### Your instructions
Which lines in the data below contain the word "Oaks"? Return each of them.

### Given data
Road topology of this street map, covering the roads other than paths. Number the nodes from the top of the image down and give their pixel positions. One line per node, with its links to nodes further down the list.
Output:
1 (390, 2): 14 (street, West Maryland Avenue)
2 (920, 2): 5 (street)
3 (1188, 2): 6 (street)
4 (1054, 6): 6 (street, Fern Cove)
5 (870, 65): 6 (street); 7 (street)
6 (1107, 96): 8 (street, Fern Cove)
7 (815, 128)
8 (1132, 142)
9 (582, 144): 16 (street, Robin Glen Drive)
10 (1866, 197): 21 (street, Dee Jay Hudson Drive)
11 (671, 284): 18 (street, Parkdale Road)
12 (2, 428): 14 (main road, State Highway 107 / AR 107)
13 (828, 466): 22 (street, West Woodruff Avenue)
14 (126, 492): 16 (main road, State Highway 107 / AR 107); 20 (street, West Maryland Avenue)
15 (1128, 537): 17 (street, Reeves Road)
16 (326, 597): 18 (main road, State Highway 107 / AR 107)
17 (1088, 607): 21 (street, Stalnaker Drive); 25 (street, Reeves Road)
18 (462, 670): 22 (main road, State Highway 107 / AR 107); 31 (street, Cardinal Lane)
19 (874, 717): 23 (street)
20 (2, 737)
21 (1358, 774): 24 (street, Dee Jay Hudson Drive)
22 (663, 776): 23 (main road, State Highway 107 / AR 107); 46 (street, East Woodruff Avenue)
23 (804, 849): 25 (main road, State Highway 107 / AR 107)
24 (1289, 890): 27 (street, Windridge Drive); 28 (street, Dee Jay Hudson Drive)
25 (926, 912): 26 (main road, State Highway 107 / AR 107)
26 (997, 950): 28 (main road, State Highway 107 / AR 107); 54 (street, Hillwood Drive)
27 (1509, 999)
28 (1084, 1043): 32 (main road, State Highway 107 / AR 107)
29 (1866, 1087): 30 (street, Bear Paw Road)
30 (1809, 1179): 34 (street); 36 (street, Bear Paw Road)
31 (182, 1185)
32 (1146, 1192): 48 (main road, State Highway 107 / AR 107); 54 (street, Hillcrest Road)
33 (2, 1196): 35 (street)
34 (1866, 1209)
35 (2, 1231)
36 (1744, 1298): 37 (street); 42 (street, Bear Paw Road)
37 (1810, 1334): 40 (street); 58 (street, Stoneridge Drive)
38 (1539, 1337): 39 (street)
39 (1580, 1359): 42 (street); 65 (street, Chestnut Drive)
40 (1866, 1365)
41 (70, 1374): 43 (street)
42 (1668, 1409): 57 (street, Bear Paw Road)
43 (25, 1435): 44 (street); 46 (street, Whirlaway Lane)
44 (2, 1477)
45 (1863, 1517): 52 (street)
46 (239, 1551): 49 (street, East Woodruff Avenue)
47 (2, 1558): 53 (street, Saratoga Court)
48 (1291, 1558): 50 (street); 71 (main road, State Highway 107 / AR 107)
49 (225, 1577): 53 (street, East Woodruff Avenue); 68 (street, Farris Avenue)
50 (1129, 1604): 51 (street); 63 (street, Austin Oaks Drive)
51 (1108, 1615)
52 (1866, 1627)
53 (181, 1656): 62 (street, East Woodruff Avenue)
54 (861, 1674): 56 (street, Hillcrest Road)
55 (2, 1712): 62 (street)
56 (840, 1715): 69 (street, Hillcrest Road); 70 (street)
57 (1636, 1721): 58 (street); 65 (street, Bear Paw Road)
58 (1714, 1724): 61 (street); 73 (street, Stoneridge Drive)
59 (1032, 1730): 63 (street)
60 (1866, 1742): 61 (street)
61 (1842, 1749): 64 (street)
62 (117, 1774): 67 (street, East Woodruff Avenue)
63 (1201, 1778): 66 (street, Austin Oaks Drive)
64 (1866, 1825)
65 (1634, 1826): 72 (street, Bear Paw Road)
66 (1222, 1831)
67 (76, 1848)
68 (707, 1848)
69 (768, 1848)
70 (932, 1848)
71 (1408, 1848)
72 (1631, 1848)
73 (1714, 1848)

### Solution to the exercise
50 (1129, 1604): 51 (street); 63 (street, Austin Oaks Drive)
63 (1201, 1778): 66 (street, Austin Oaks Drive)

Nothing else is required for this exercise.